I agreed. Even as I was covering her case, Margaret’s ability to find compassion in the midst of all of her own pain, anger and sorrow astounded me. To this day, she remains one of my heroes.

After hanging up the phone with that reader, I thought, “I wonder how Margaret is doing?” and so I gave her a call. I left her a voice mail, and she called me back the next day.

“I was just thinking the other day, ‘I wonder how Amy’s doing?’–and then you called,” she told me. “Pretty funny.”

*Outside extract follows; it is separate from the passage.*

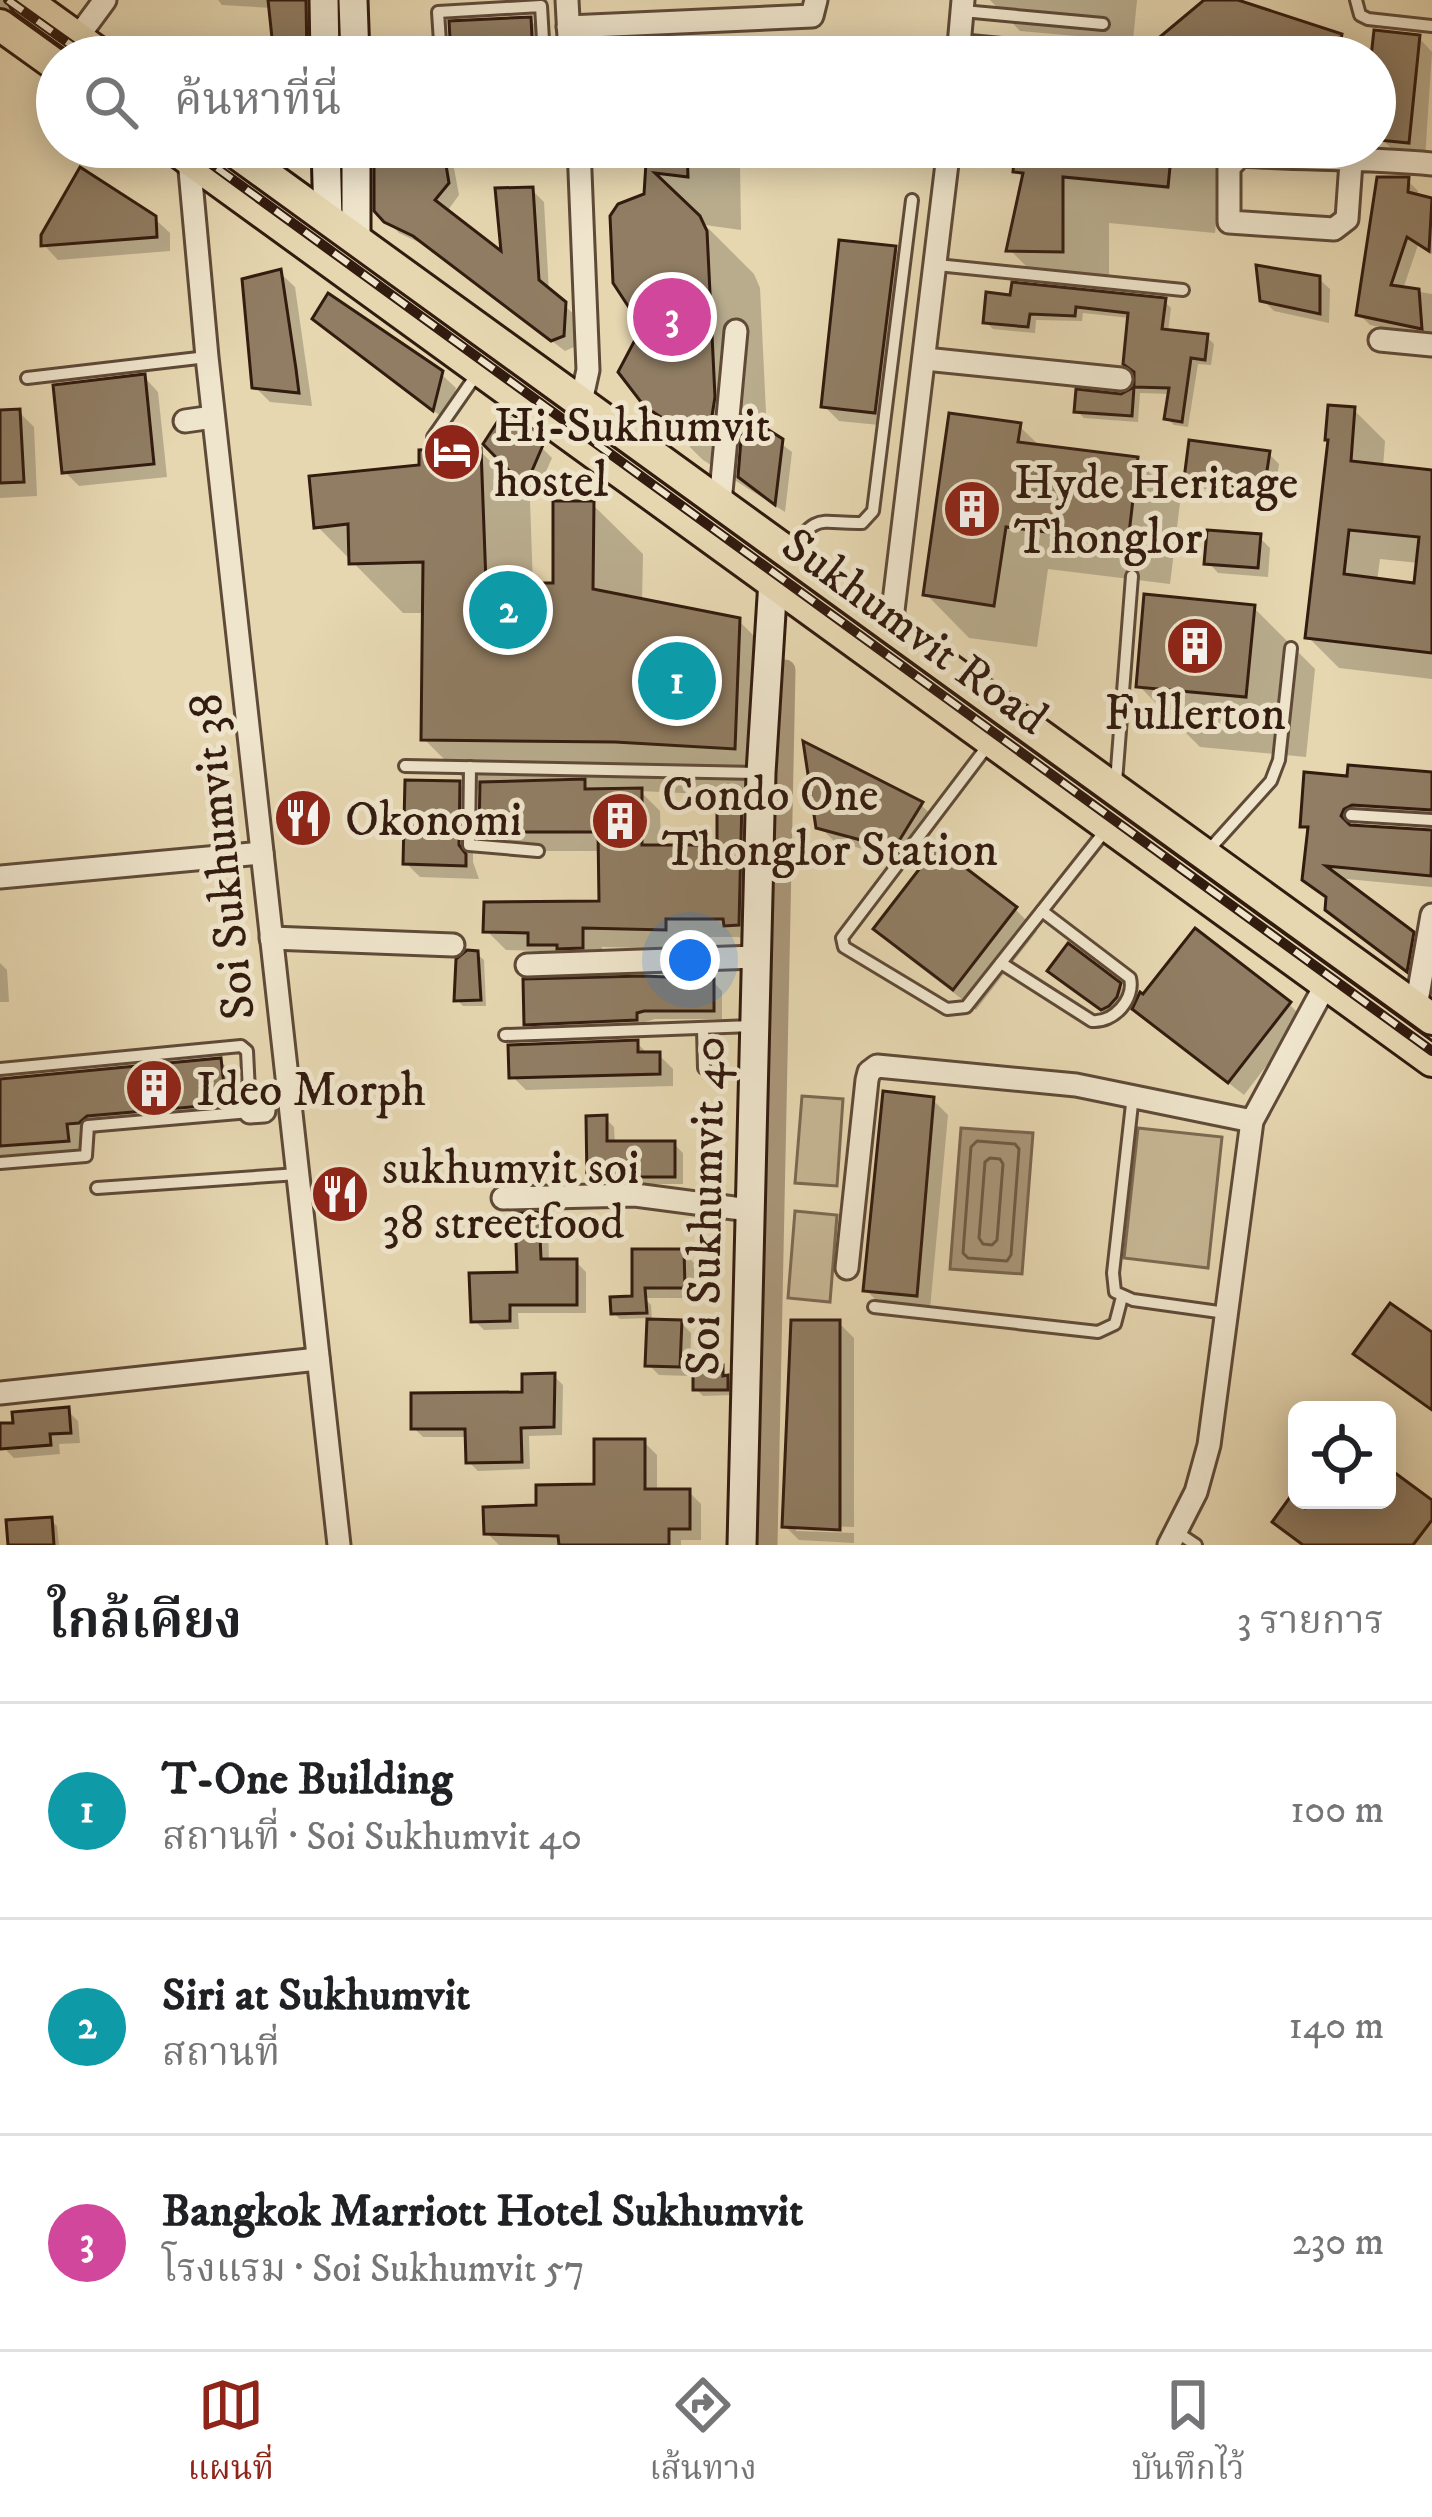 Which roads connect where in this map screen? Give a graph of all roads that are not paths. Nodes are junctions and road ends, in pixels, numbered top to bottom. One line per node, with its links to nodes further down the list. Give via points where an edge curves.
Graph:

And when I asked about her life, she answered me, in true Margaret fashion, with a stream of consciousness. Like many survivors of rape who struggle with Post Traumatic Stress Disorder, Margaret said she still often has a hard time leaving the house. Her marriage fell apart, and she cannot hold down a job. She applied for disability and was turned down, but she’s got a lawyer and is appealing.

More than anything, she continues to fight to heal. But I’ll let Margaret put it in her own words, which she said I could post here:

“The therapist tells me, You don’t wanna think about it. But if you don’t think about it then you dream about it.

When I go to sleep I have nightmares, and I don’t even remember what about.

Filling out a job application–my hands are shaking, I feel like they’re watching me: “What’s going on? Stupid!”

-That’s when I started noticing, What’s left of Margaret? I know that I have to feel better. But when, I don’t know.

I don’t think I’ll ever be the same but I’ll work on getting on with my life.

It’s going to be tough but I’m not gonna let it bother me forever. You have to move on. If you stay mad forever you will tear yourself up even worse. I look at anger as a bad thing and I try to leave it behind.

I’m sure he had a lot of anger, a lot of hurt and anger. I feel bad for everything that happened to him. Maybe someday down the road I can read everything.

I feel bad still but I know there are a lot of people who have it worse. So in a way I feel lucky.”